On 05/01/2016 18:35, Peter Maydell wrote:
On 4 January 2016 at 22:00, Jakob Bohm <address@hidden> wrote:
On 04/01/2016 22:29, Peter Maydell wrote:

On 4 January 2016 at 13:24, Jakob Bohm <address@hidden> wrote:
https://en.wikipedia.org/wiki/Memory_ordering#In_symmetric_multiprocessing_.28SMP.29_microprocessor_systems
lists several cases like load-after-load that ARM might
reorder but x86 forbids reordering for.)

But I haven't looked into the details beyond mentally
tagging the situation as "here be dragons" for if/when
I ever need to review any code dealing with it.


Looking briefly at that table, I am unsure which items are covered by
those first 3 lines they say are not permitted on x86, but are
permitted on ARMv7.

For instance, x86 forbids reordering of writes with other writes
(excluding a few special cases like the temporal move instructions),
and in an MP system requires that writes by one processor are
observed in the same order by other processors. ARM doesn't require
this. So for this sequence of operations:

  (initial state: both locations X and Y contain 0)

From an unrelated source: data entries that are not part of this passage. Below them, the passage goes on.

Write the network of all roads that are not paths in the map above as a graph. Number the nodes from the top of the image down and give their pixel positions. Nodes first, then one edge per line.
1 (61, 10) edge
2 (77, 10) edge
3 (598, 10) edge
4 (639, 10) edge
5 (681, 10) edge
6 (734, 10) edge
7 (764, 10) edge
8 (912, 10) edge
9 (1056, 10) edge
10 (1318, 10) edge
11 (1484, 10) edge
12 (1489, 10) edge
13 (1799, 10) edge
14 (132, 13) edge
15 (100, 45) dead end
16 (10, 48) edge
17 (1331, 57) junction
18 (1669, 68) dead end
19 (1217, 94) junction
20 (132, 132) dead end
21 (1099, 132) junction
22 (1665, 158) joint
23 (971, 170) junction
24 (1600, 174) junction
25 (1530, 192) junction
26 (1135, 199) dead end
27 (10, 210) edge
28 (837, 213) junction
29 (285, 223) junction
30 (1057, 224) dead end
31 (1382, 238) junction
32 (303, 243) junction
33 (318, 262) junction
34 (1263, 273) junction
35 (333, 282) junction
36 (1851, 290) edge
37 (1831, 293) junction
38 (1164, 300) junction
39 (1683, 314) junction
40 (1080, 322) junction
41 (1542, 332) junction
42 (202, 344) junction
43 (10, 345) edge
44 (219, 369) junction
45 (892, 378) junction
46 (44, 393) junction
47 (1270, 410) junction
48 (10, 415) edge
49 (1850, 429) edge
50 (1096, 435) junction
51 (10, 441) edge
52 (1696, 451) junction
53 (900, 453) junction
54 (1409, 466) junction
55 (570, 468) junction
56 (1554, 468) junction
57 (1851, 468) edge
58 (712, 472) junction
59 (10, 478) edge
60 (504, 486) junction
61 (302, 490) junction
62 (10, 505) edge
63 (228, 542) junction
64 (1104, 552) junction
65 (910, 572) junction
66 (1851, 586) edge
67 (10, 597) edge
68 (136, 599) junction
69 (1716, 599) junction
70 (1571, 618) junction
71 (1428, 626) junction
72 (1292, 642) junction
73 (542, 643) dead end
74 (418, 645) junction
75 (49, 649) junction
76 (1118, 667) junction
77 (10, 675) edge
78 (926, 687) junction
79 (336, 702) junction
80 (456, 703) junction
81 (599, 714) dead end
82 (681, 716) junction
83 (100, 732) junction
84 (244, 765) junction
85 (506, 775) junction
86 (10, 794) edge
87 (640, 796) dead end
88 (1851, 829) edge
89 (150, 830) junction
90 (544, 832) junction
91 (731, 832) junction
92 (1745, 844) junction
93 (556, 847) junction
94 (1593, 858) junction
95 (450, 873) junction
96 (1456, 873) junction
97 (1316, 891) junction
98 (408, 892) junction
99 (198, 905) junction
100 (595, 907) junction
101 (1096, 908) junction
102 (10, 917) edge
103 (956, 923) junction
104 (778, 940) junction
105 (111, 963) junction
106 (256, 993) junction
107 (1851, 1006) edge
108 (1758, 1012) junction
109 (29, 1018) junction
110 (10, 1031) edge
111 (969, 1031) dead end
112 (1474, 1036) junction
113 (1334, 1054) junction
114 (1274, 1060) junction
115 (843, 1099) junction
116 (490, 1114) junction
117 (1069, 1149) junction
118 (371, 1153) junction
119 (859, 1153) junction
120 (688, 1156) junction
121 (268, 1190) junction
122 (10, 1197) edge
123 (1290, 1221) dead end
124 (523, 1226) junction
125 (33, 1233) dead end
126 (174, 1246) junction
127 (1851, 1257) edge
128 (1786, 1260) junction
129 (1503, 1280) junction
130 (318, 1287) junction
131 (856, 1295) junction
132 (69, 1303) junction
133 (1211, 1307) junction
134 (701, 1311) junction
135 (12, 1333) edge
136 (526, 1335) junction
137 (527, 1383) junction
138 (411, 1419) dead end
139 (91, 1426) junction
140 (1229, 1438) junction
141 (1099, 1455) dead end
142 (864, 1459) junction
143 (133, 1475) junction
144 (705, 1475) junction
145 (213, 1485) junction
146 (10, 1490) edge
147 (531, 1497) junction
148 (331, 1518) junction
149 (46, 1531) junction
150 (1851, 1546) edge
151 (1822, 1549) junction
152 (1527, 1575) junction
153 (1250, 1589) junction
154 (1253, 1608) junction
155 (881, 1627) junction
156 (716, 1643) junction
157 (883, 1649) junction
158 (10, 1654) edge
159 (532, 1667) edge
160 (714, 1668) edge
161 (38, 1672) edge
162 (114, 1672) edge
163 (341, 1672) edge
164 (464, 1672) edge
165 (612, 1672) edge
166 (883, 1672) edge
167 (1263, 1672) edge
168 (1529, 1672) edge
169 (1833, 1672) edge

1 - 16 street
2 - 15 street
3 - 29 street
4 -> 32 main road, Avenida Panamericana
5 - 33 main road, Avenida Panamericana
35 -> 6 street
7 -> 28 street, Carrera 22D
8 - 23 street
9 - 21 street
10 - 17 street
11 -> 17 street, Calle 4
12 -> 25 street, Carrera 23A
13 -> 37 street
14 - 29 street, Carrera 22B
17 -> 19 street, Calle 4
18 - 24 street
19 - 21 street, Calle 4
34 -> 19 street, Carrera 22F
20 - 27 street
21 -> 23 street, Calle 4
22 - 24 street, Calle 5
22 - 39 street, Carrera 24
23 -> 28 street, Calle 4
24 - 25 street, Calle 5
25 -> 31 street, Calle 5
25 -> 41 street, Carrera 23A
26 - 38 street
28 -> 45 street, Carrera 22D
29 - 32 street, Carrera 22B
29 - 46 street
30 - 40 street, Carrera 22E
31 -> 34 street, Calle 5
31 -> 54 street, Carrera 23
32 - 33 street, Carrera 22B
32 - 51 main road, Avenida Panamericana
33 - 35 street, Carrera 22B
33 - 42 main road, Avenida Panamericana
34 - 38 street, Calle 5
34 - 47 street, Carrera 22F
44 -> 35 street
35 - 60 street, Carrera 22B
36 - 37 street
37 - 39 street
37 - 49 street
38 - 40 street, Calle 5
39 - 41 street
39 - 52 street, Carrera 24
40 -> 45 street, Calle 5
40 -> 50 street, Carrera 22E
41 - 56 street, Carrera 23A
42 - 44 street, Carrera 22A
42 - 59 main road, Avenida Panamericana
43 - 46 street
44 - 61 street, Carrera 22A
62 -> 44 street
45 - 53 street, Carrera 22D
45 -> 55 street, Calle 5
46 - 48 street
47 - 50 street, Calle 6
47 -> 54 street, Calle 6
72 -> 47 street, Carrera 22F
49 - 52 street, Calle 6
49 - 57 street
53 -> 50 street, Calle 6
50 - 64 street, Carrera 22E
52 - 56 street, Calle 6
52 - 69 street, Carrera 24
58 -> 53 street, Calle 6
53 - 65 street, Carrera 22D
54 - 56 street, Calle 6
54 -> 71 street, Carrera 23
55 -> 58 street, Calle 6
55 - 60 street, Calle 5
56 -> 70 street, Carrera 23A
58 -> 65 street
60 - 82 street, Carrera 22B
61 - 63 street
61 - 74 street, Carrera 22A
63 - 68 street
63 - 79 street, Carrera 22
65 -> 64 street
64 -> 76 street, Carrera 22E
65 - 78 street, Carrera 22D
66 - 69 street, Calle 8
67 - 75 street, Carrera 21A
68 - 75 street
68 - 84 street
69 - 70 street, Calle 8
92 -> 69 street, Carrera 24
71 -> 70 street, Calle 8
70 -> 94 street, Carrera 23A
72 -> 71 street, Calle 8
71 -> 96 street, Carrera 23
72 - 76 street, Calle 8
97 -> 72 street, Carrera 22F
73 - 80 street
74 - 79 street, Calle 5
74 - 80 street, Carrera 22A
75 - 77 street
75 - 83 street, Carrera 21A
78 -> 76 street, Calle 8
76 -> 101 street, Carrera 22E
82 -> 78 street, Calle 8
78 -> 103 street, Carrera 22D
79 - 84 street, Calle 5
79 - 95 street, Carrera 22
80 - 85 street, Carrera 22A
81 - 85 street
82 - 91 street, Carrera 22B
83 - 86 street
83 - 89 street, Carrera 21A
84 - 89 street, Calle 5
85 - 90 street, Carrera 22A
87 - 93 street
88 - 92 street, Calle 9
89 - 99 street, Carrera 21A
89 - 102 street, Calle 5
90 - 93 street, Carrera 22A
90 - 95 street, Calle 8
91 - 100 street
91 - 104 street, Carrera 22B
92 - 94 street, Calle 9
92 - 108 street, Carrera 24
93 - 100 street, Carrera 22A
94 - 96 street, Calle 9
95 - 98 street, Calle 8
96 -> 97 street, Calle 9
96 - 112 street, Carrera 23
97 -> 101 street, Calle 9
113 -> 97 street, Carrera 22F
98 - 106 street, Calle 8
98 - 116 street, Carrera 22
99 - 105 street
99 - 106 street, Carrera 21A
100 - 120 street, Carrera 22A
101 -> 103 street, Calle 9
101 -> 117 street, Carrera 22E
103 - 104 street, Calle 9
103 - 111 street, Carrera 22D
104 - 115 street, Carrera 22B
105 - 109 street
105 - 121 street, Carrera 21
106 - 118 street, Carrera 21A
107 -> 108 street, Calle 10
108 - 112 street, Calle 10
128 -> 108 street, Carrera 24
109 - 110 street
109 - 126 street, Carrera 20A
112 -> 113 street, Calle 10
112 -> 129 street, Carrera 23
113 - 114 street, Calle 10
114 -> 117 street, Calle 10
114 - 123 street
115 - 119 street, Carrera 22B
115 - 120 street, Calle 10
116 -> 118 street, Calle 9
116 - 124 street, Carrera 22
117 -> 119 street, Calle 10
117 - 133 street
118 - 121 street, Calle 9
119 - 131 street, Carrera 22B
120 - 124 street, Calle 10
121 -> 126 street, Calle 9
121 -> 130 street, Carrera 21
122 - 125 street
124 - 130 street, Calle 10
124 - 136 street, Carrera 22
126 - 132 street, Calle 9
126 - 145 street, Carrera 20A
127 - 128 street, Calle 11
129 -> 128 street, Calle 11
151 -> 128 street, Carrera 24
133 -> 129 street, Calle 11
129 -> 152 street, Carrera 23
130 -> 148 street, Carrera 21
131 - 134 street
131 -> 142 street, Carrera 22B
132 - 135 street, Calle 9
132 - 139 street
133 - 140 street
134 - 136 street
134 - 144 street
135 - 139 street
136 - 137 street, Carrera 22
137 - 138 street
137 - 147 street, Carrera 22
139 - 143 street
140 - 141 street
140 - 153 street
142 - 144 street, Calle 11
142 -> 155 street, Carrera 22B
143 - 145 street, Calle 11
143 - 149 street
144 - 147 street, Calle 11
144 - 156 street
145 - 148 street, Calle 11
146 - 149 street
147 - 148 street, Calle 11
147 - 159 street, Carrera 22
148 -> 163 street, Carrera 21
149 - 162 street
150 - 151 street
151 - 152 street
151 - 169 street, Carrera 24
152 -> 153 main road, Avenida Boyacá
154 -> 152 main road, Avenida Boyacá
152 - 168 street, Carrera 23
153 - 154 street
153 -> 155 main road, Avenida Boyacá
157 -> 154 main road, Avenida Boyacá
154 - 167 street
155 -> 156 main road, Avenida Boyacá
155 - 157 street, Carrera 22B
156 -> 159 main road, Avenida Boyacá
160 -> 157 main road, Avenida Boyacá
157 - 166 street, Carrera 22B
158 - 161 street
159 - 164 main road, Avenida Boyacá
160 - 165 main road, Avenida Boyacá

  P1:   store 1 to address X
        store 1 to address Y

  P2:   load register R1 from address Y
        load register R2 from address X

on ARM it is possible for P2 to finish with R1 == 1 and R2 == 0
(ie for P2 to observe P1's store to Y before it observes P1's
store to X). On x86 this is not permitted.

(Compare the ARMv8 ARM ARM rev A.h appendix K10.6 section
K10.6.1, and the Intel architecture reference volume 3
section 8.2.2 "Memory ordering in P6 and more recent processor
families"; in particular this is the code sequence "weakly
ordered message passing problem" in the ARM ARM and the
example 8-1 "stores not reordered with other stores" in the
x86 documentation.)

This means that if we want to emulate the x86 architecture's
memory ordering guarantees on an ARM host, we need to add
extra barriers after emulated loads and stores to enforce that
P2 does not see the stores P1 makes2 in an order that the
x86 architecture doesn't permit. (It would also be possible
to use the v8 ARM load-acquire and store-release instructions
rather than full on barriers, but on v7 I think barriers are
the only answer.)


The Load acquire/store if no conflict instruction pair was introduced
halfway through the Armv6 architecture, though it may be missing on
some non-A Armv7 cores, since it is not required for that processor
class.  Additionally, I think some ARM MMUs have page or region level
memory ordering flags, including some flag combinations that break
normal Arm synchronization instructions.

But anyway, it might be worth allowing the P5 reordering rules on x86
if that improves the situation.  It might also be worth doing some "is
the host CPU too aggressively reordering" conditionals both compile
time and runtime, switching between different TCG multi-core strategies
depending on the exact host CPU.

Another tactic could be to not let more than one virtual core have
actual access to the same page if at least one of them has write
access.  So the minority of code that actually does do multi-core data
updates to the same virtualized memory page and might thus be affected
by ordering rules would cause the emulator to constantly switch the
shared page back and forth, while most other code will just run along
nicely using shared read or exclusive write page accesses.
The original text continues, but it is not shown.